Write out the listing beneath this instruction in its entirety, exactly as it reads.
============================================================
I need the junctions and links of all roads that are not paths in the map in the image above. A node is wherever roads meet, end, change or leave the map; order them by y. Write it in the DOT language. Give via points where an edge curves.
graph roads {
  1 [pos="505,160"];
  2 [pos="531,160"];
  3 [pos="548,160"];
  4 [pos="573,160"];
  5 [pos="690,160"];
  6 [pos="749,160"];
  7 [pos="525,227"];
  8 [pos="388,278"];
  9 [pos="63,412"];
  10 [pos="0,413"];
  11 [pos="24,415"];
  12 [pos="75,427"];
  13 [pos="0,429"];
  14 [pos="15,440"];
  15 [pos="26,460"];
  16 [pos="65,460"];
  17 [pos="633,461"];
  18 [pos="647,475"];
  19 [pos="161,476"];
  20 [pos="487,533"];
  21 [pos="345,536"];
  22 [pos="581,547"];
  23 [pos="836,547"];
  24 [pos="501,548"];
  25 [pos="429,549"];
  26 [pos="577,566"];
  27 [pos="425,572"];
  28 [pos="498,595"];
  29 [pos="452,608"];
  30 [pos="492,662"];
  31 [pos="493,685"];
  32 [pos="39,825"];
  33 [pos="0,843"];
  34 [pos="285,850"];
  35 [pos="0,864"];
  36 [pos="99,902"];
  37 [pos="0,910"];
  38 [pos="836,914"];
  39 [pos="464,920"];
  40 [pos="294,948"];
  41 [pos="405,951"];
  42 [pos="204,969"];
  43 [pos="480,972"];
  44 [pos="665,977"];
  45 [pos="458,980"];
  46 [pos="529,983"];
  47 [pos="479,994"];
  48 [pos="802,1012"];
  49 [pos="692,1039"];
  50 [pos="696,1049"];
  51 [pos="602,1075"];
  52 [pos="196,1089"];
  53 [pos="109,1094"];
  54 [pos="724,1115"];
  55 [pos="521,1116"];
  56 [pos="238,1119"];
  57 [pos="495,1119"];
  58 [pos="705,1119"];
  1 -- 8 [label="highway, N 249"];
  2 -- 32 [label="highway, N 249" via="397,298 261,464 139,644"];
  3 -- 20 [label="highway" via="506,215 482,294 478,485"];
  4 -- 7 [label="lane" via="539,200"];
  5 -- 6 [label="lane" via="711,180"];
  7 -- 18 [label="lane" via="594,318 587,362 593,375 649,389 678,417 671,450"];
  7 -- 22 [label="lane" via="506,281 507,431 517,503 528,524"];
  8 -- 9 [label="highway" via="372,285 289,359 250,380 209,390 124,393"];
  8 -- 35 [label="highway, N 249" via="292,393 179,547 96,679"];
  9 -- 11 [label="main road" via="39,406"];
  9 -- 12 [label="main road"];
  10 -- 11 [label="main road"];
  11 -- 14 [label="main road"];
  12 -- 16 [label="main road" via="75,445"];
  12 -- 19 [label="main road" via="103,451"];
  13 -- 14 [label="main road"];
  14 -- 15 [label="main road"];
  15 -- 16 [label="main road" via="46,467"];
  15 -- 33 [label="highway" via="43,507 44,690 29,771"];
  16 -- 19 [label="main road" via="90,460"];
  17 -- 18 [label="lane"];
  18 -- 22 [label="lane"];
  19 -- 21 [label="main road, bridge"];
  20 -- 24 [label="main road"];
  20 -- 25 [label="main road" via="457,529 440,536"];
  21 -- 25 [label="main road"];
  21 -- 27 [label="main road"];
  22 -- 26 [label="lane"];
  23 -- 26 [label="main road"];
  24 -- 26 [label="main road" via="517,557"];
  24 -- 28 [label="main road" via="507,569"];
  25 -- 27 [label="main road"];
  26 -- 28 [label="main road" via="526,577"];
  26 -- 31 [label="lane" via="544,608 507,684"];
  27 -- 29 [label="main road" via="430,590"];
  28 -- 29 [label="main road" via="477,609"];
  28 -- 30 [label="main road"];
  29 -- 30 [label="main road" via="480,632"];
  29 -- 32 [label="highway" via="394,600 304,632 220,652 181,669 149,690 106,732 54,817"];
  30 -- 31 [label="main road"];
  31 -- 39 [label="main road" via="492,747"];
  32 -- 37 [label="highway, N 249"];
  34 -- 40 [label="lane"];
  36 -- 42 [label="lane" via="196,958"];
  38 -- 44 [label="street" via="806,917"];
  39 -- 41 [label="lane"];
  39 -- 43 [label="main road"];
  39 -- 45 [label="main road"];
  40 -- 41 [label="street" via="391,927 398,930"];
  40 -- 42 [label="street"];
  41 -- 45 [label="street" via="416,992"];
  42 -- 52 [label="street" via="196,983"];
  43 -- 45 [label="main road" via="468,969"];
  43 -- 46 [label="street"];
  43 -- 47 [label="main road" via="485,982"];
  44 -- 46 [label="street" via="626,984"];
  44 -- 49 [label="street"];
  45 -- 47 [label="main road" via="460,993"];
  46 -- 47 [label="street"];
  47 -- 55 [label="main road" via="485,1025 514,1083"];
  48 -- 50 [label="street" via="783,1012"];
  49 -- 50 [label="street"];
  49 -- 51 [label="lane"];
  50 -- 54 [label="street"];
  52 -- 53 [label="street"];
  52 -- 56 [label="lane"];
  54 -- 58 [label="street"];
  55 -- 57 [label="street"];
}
============================================================
● **Solution to this exercise**:
I need the junctions and links of all roads that are not paths in the map in the image above. A node is wherever roads meet, end, change or leave the map; order them by y. Write it in the DOT language. Give via points where an edge curves.
graph roads {
  1 [pos="505,160"];
  2 [pos="531,160"];
  3 [pos="548,160"];
  4 [pos="573,160"];
  5 [pos="690,160"];
  6 [pos="749,160"];
  7 [pos="525,227"];
  8 [pos="388,278"];
  9 [pos="63,412"];
  10 [pos="0,413"];
  11 [pos="24,415"];
  12 [pos="75,427"];
  13 [pos="0,429"];
  14 [pos="15,440"];
  15 [pos="26,460"];
  16 [pos="65,460"];
  17 [pos="633,461"];
  18 [pos="647,475"];
  19 [pos="161,476"];
  20 [pos="487,533"];
  21 [pos="345,536"];
  22 [pos="581,547"];
  23 [pos="836,547"];
  24 [pos="501,548"];
  25 [pos="429,549"];
  26 [pos="577,566"];
  27 [pos="425,572"];
  28 [pos="498,595"];
  29 [pos="452,608"];
  30 [pos="492,662"];
  31 [pos="493,685"];
  32 [pos="39,825"];
  33 [pos="0,843"];
  34 [pos="285,850"];
  35 [pos="0,864"];
  36 [pos="99,902"];
  37 [pos="0,910"];
  38 [pos="836,914"];
  39 [pos="464,920"];
  40 [pos="294,948"];
  41 [pos="405,951"];
  42 [pos="204,969"];
  43 [pos="480,972"];
  44 [pos="665,977"];
  45 [pos="458,980"];
  46 [pos="529,983"];
  47 [pos="479,994"];
  48 [pos="802,1012"];
  49 [pos="692,1039"];
  50 [pos="696,1049"];
  51 [pos="602,1075"];
  52 [pos="196,1089"];
  53 [pos="109,1094"];
  54 [pos="724,1115"];
  55 [pos="521,1116"];
  56 [pos="238,1119"];
  57 [pos="495,1119"];
  58 [pos="705,1119"];
  1 -- 8 [label="highway, N 249"];
  2 -- 32 [label="highway, N 249" via="397,298 261,464 139,644"];
  3 -- 20 [label="highway" via="506,215 482,294 478,485"];
  4 -- 7 [label="lane" via="539,200"];
  5 -- 6 [label="lane" via="711,180"];
  7 -- 18 [label="lane" via="594,318 587,362 593,375 649,389 678,417 671,450"];
  7 -- 22 [label="lane" via="506,281 507,431 517,503 528,524"];
  8 -- 9 [label="highway" via="372,285 289,359 250,380 209,390 124,393"];
  8 -- 35 [label="highway, N 249" via="292,393 179,547 96,679"];
  9 -- 11 [label="main road" via="39,406"];
  9 -- 12 [label="main road"];
  10 -- 11 [label="main road"];
  11 -- 14 [label="main road"];
  12 -- 16 [label="main road" via="75,445"];
  12 -- 19 [label="main road" via="103,451"];
  13 -- 14 [label="main road"];
  14 -- 15 [label="main road"];
  15 -- 16 [label="main road" via="46,467"];
  15 -- 33 [label="highway" via="43,507 44,690 29,771"];
  16 -- 19 [label="main road" via="90,460"];
  17 -- 18 [label="lane"];
  18 -- 22 [label="lane"];
  19 -- 21 [label="main road, bridge"];
  20 -- 24 [label="main road"];
  20 -- 25 [label="main road" via="457,529 440,536"];
  21 -- 25 [label="main road"];
  21 -- 27 [label="main road"];
  22 -- 26 [label="lane"];
  23 -- 26 [label="main road"];
  24 -- 26 [label="main road" via="517,557"];
  24 -- 28 [label="main road" via="507,569"];
  25 -- 27 [label="main road"];
  26 -- 28 [label="main road" via="526,577"];
  26 -- 31 [label="lane" via="544,608 507,684"];
  27 -- 29 [label="main road" via="430,590"];
  28 -- 29 [label="main road" via="477,609"];
  28 -- 30 [label="main road"];
  29 -- 30 [label="main road" via="480,632"];
  29 -- 32 [label="highway" via="394,600 304,632 220,652 181,669 149,690 106,732 54,817"];
  30 -- 31 [label="main road"];
  31 -- 39 [label="main road" via="492,747"];
  32 -- 37 [label="highway, N 249"];
  34 -- 40 [label="lane"];
  36 -- 42 [label="lane" via="196,958"];
  38 -- 44 [label="street" via="806,917"];
  39 -- 41 [label="lane"];
  39 -- 43 [label="main road"];
  39 -- 45 [label="main road"];
  40 -- 41 [label="street" via="391,927 398,930"];
  40 -- 42 [label="street"];
  41 -- 45 [label="street" via="416,992"];
  42 -- 52 [label="street" via="196,983"];
  43 -- 45 [label="main road" via="468,969"];
  43 -- 46 [label="street"];
  43 -- 47 [label="main road" via="485,982"];
  44 -- 46 [label="street" via="626,984"];
  44 -- 49 [label="street"];
  45 -- 47 [label="main road" via="460,993"];
  46 -- 47 [label="street"];
  47 -- 55 [label="main road" via="485,1025 514,1083"];
  48 -- 50 [label="street" via="783,1012"];
  49 -- 50 [label="street"];
  49 -- 51 [label="lane"];
  50 -- 54 [label="street"];
  52 -- 53 [label="street"];
  52 -- 56 [label="lane"];
  54 -- 58 [label="street"];
  55 -- 57 [label="street"];
}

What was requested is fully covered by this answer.